I Want To Hire A Ghostwriter, But Don’t Have Any Money…
Usually, I really enjoy talking to people about their book concepts. Some have very good ideas and just need help. However, occasionally there are those calls which frustrate me beyond belief. One occurred today…
I was right in the middle of the second to last chapter of a book I’m ghostwriting for a client when the phone rang. I don’t like to be interrupted while writing as it breaks my creative flow, but I worried that it might be a writer with a question, so I picked up.
“Hello?” I asked.
“Is this Laura Sherman?” the young woman demanded.
First of all, I dislike it when people don’t bother to identify themselves before asking me for my name when they call. Grrr.
“Yes, it is,” I said, letting it slide. She didn’t seem like a telephone solicitor.
“I found your website. I want to hire a ghostwriter to write my book, because I just don’t have the time to write it myself.”
“Great,” I said. That was a common plea. “And to whom am I speaking?”
She paused for a moment, probably weighing the pros and cons of telling me her name. “Joyce.” (Okay, that wasn’t really her name, but I’m a ghostwriter, so I can embellish.)
“Hello, Joyce,” I said. “What’s your book about?”
“My life story,” was all she offered. “I just want to know the steps involved with hiring someone to write my book.”
I gave her a brief overview of how the process works, letting her know it would probably require thirty to forty interviews, spread out over an eight month period. I explained how it takes a ghostwriter hundreds of hours to write a book. She asked a few more questions then got to the big one.
“So, how much will it cost?”
“I charge a dollar per word,” I said. “What’s your budget?”
“I don’t have a lot of money to spend.”
Just what every ghostwriter wants to hear. “Well, how much did you want to spend?”
“I don’t know, maybe a thousand dollars? I know that probably isn’t enough, right?”
“No, it isn’t,” I said. No one can charge a thousand dollars for six months work, not even starving ghostwriters. “Look, I know a few editors who are looking to branch out into writing. If you’re interested in writing a short, one-hundred page book, I could talk to one of them about maybe coming down to five thousand dollars. That’s low, but possible.”
“I don’t have that kind of money.”
“Then you’ll probably need to write the book yourself,” I said. “If you did manage to find someone willing to write your book for a thousand dollars, it probably wouldn’t come out well. Then you’d be stuck hiring someone else to rewrite it.”

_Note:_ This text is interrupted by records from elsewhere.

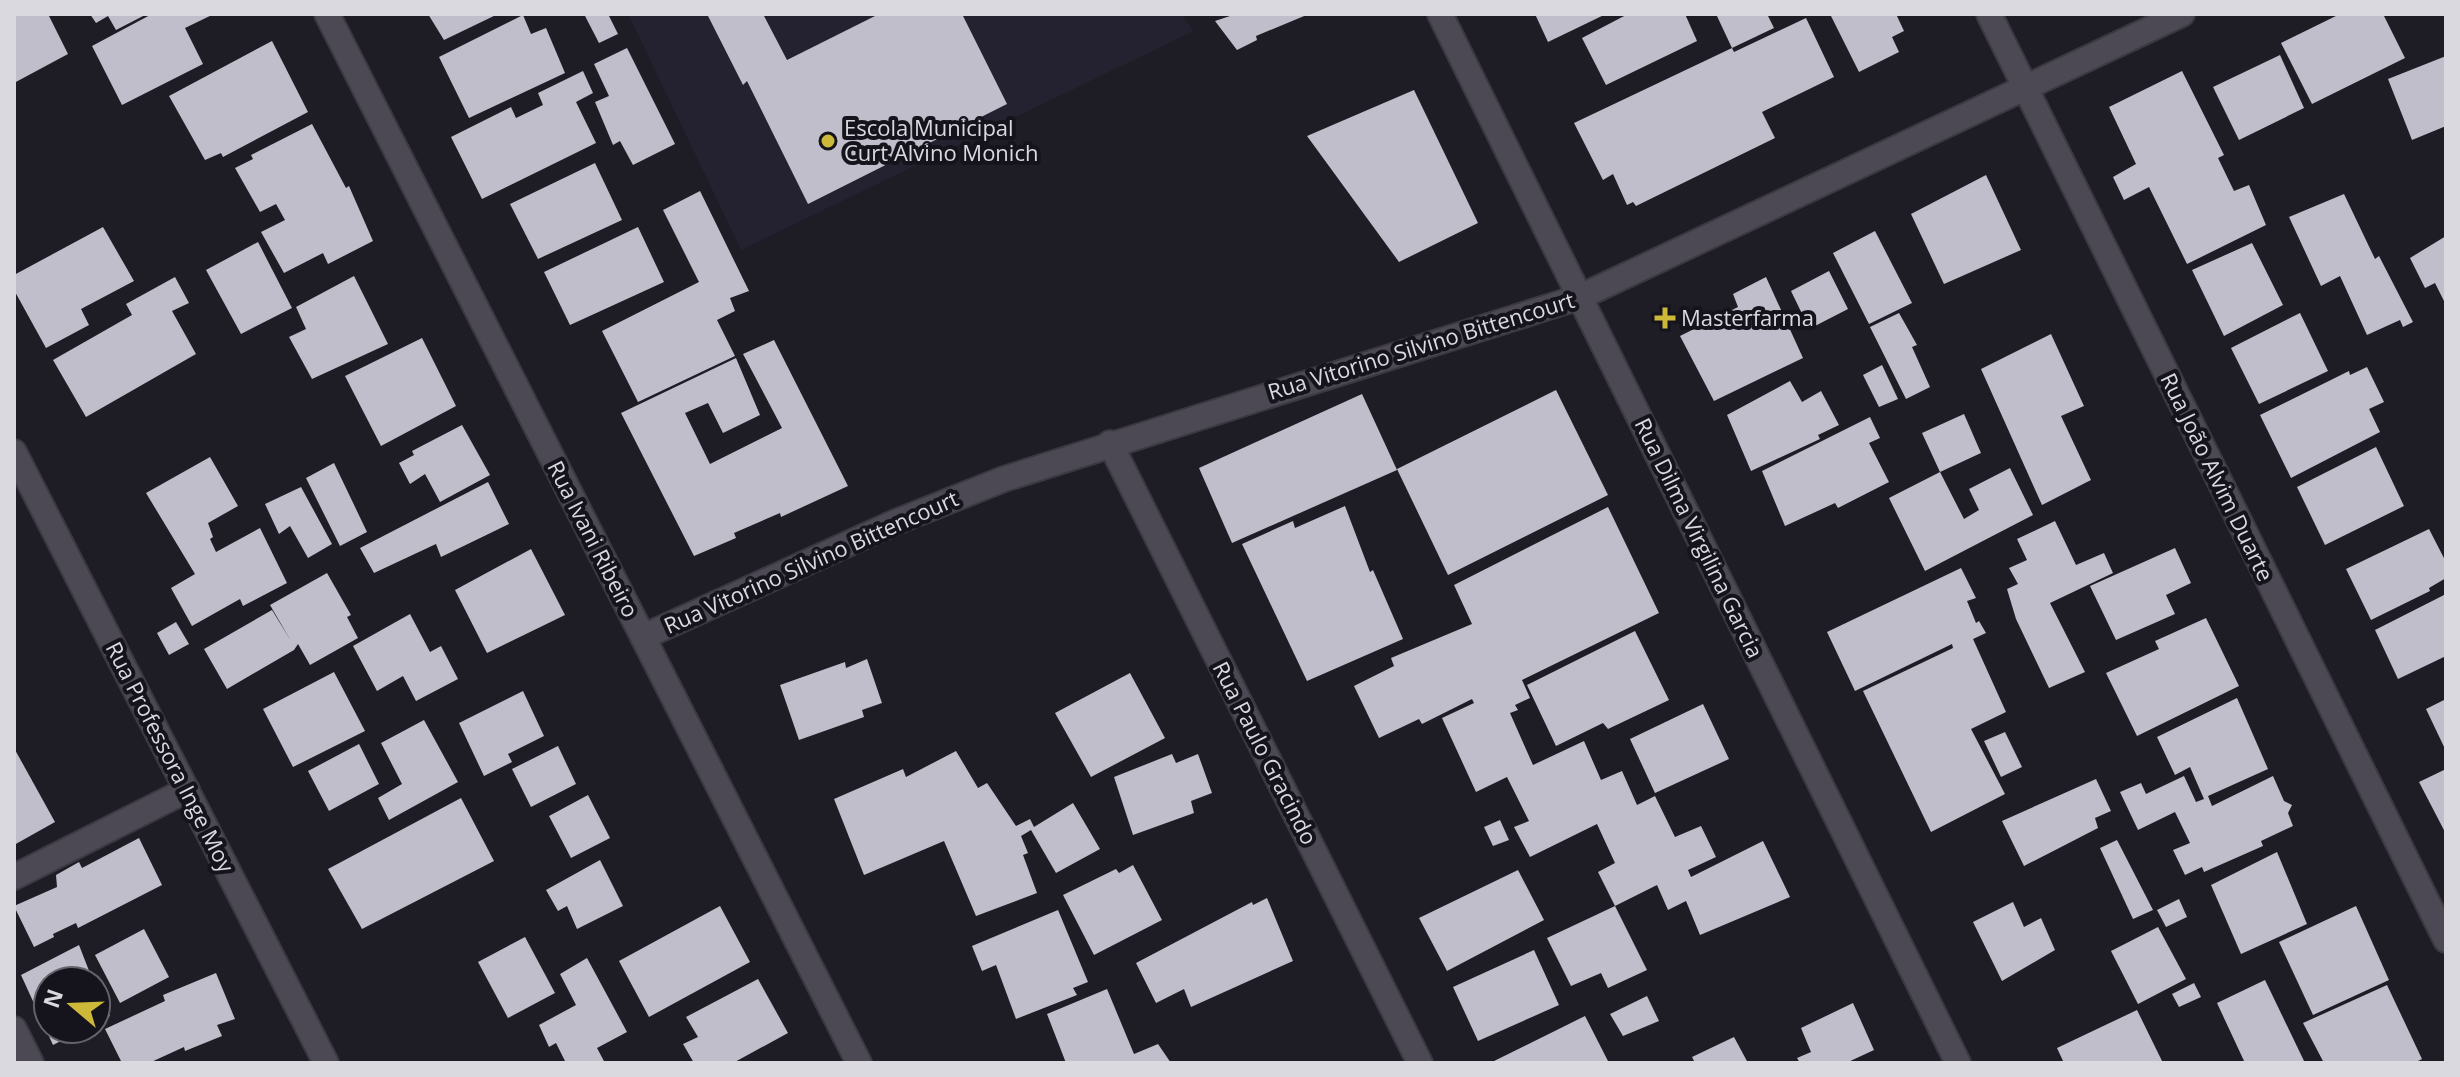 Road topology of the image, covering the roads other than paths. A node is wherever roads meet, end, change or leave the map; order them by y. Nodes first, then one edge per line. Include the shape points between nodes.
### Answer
1 (327, 14) edge
2 (1440, 14) edge
3 (1989, 14) edge
4 (2182, 14) edge
5 (2025, 88) junction
6 (1580, 297) junction
7 (1110, 443) junction
8 (14, 452) edge
9 (643, 637) junction
10 (187, 790) junction
11 (14, 877) edge
12 (2446, 940) edge
13 (14, 1029) edge
14 (31, 1063) edge
15 (326, 1063) edge
16 (859, 1063) edge
17 (1420, 1063) edge
18 (1958, 1063) edge

1 - 9 street, Rua Ivani Ribeiro
2 - 6 street, Rua Dilma Virgilina Garcia
3 - 5 street, Rua João Alvim Duarte
4 - 5 street, Rua Vitorino Silvino Bittencourt
5 - 6 street, Rua Vitorino Silvino Bittencourt
5 - 12 street, Rua João Alvim Duarte
6 - 7 street, Rua Vitorino Silvino Bittencourt
6 - 18 street, Rua Dilma Virgilina Garcia
7 - 9 street, Rua Vitorino Silvino Bittencourt via 896,522
7 - 17 street, Rua Paulo Gracindo
8 - 10 street, Rua Professora Inge Moy
9 - 16 street, Rua Ivani Ribeiro
10 - 11 street
10 - 15 street, Rua Professora Inge Moy
13 - 14 street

She then asked me what would happen after the book was written and I gave her a rundown on what an author needs to do to sell a book, such as creating and maintaining marketing websites.
“I’m not good with computers, so I can’t do any of that,” she said.
“You’ll want to learn then,” I said. “Even if you get a publisher, you’ll need to do your own marketing. It isn’t hard, though. And I can help you when the time comes.”
Apparently, she didn’t like my answer, as she said, “So, how can I find a ghostwriter?”
“As I said, if you’re able to scrape together five thousand dollars, I can ask around for you.”
“But that would be for a good writer,” she replied. “What if I just wanted to find a writer who will do it for a thousand dollars?”
I have to admit I was speechless for a moment. Finally, I tried to repeat that anyone willing to write a book for a thousand dollars wasn’t someone she’d want to hire, but she cut me off and said, “Okay, thank you!” and hung up.
Moral of the story, if you’re serious about writing a book, you will find a way, either by hiring a good and qualified ghostwriter or by making the time to write it yourself.